Instructions to follow:
Without altering a single character, set down all of the data below.

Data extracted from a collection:
=======

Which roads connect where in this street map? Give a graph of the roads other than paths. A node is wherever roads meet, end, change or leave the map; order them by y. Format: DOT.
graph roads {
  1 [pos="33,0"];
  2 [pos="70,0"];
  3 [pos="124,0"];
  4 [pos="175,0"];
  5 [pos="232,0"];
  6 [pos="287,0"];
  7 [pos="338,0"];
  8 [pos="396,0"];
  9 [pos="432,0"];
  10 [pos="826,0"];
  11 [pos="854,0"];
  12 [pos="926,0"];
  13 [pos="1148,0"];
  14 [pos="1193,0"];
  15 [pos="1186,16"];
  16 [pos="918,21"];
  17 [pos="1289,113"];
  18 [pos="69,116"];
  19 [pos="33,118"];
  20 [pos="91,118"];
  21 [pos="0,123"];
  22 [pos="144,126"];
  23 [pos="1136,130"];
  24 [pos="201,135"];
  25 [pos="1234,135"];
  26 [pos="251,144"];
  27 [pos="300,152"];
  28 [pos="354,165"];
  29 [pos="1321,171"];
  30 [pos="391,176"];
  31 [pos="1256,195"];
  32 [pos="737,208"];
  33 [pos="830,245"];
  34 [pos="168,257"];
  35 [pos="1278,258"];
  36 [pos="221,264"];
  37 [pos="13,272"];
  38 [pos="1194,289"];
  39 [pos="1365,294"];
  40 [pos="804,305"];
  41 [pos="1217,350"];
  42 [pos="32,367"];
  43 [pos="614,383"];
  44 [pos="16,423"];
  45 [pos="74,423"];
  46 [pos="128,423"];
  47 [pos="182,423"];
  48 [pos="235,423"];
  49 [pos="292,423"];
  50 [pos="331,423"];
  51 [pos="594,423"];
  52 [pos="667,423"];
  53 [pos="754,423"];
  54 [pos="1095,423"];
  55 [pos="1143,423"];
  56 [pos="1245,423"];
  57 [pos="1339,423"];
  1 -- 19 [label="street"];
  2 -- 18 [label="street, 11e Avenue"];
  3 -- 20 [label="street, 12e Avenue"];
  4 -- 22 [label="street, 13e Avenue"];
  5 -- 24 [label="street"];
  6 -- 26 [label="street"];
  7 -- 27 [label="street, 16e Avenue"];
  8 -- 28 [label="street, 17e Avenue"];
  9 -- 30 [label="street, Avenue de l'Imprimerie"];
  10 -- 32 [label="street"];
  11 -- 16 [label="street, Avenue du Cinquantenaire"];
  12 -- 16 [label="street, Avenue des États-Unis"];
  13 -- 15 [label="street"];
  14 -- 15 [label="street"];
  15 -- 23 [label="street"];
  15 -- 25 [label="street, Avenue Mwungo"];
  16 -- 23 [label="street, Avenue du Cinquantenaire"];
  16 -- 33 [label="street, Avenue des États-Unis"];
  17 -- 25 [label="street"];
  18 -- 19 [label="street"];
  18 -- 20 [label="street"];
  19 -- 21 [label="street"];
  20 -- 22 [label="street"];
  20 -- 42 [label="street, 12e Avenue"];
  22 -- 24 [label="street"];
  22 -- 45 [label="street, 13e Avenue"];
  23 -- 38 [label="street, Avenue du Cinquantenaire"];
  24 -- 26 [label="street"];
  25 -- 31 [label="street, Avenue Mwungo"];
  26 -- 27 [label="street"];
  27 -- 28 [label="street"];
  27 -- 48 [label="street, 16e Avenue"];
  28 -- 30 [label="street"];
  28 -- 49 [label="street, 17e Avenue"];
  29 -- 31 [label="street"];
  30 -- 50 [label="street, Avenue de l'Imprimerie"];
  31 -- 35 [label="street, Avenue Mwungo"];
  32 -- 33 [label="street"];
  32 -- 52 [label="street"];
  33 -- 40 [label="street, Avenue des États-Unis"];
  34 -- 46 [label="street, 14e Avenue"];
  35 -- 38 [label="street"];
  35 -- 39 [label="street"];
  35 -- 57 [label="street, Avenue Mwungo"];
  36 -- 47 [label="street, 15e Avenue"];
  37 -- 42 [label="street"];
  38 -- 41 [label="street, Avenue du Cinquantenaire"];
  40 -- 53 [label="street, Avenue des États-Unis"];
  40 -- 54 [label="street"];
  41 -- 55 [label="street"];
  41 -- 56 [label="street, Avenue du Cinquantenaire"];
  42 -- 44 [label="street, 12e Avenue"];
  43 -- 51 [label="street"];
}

=======

Written response:
Which roads connect where in this street map? Give a graph of the roads other than paths. A node is wherever roads meet, end, change or leave the map; order them by y. Format: DOT.
graph roads {
  1 [pos="33,0"];
  2 [pos="70,0"];
  3 [pos="124,0"];
  4 [pos="175,0"];
  5 [pos="232,0"];
  6 [pos="287,0"];
  7 [pos="338,0"];
  8 [pos="396,0"];
  9 [pos="432,0"];
  10 [pos="826,0"];
  11 [pos="854,0"];
  12 [pos="926,0"];
  13 [pos="1148,0"];
  14 [pos="1193,0"];
  15 [pos="1186,16"];
  16 [pos="918,21"];
  17 [pos="1289,113"];
  18 [pos="69,116"];
  19 [pos="33,118"];
  20 [pos="91,118"];
  21 [pos="0,123"];
  22 [pos="144,126"];
  23 [pos="1136,130"];
  24 [pos="201,135"];
  25 [pos="1234,135"];
  26 [pos="251,144"];
  27 [pos="300,152"];
  28 [pos="354,165"];
  29 [pos="1321,171"];
  30 [pos="391,176"];
  31 [pos="1256,195"];
  32 [pos="737,208"];
  33 [pos="830,245"];
  34 [pos="168,257"];
  35 [pos="1278,258"];
  36 [pos="221,264"];
  37 [pos="13,272"];
  38 [pos="1194,289"];
  39 [pos="1365,294"];
  40 [pos="804,305"];
  41 [pos="1217,350"];
  42 [pos="32,367"];
  43 [pos="614,383"];
  44 [pos="16,423"];
  45 [pos="74,423"];
  46 [pos="128,423"];
  47 [pos="182,423"];
  48 [pos="235,423"];
  49 [pos="292,423"];
  50 [pos="331,423"];
  51 [pos="594,423"];
  52 [pos="667,423"];
  53 [pos="754,423"];
  54 [pos="1095,423"];
  55 [pos="1143,423"];
  56 [pos="1245,423"];
  57 [pos="1339,423"];
  1 -- 19 [label="street"];
  2 -- 18 [label="street, 11e Avenue"];
  3 -- 20 [label="street, 12e Avenue"];
  4 -- 22 [label="street, 13e Avenue"];
  5 -- 24 [label="street"];
  6 -- 26 [label="street"];
  7 -- 27 [label="street, 16e Avenue"];
  8 -- 28 [label="street, 17e Avenue"];
  9 -- 30 [label="street, Avenue de l'Imprimerie"];
  10 -- 32 [label="street"];
  11 -- 16 [label="street, Avenue du Cinquantenaire"];
  12 -- 16 [label="street, Avenue des États-Unis"];
  13 -- 15 [label="street"];
  14 -- 15 [label="street"];
  15 -- 23 [label="street"];
  15 -- 25 [label="street, Avenue Mwungo"];
  16 -- 23 [label="street, Avenue du Cinquantenaire"];
  16 -- 33 [label="street, Avenue des États-Unis"];
  17 -- 25 [label="street"];
  18 -- 19 [label="street"];
  18 -- 20 [label="street"];
  19 -- 21 [label="street"];
  20 -- 22 [label="street"];
  20 -- 42 [label="street, 12e Avenue"];
  22 -- 24 [label="street"];
  22 -- 45 [label="street, 13e Avenue"];
  23 -- 38 [label="street, Avenue du Cinquantenaire"];
  24 -- 26 [label="street"];
  25 -- 31 [label="street, Avenue Mwungo"];
  26 -- 27 [label="street"];
  27 -- 28 [label="street"];
  27 -- 48 [label="street, 16e Avenue"];
  28 -- 30 [label="street"];
  28 -- 49 [label="street, 17e Avenue"];
  29 -- 31 [label="street"];
  30 -- 50 [label="street, Avenue de l'Imprimerie"];
  31 -- 35 [label="street, Avenue Mwungo"];
  32 -- 33 [label="street"];
  32 -- 52 [label="street"];
  33 -- 40 [label="street, Avenue des États-Unis"];
  34 -- 46 [label="street, 14e Avenue"];
  35 -- 38 [label="street"];
  35 -- 39 [label="street"];
  35 -- 57 [label="street, Avenue Mwungo"];
  36 -- 47 [label="street, 15e Avenue"];
  37 -- 42 [label="street"];
  38 -- 41 [label="street, Avenue du Cinquantenaire"];
  40 -- 53 [label="street, Avenue des États-Unis"];
  40 -- 54 [label="street"];
  41 -- 55 [label="street"];
  41 -- 56 [label="street, Avenue du Cinquantenaire"];
  42 -- 44 [label="street, 12e Avenue"];
  43 -- 51 [label="street"];
}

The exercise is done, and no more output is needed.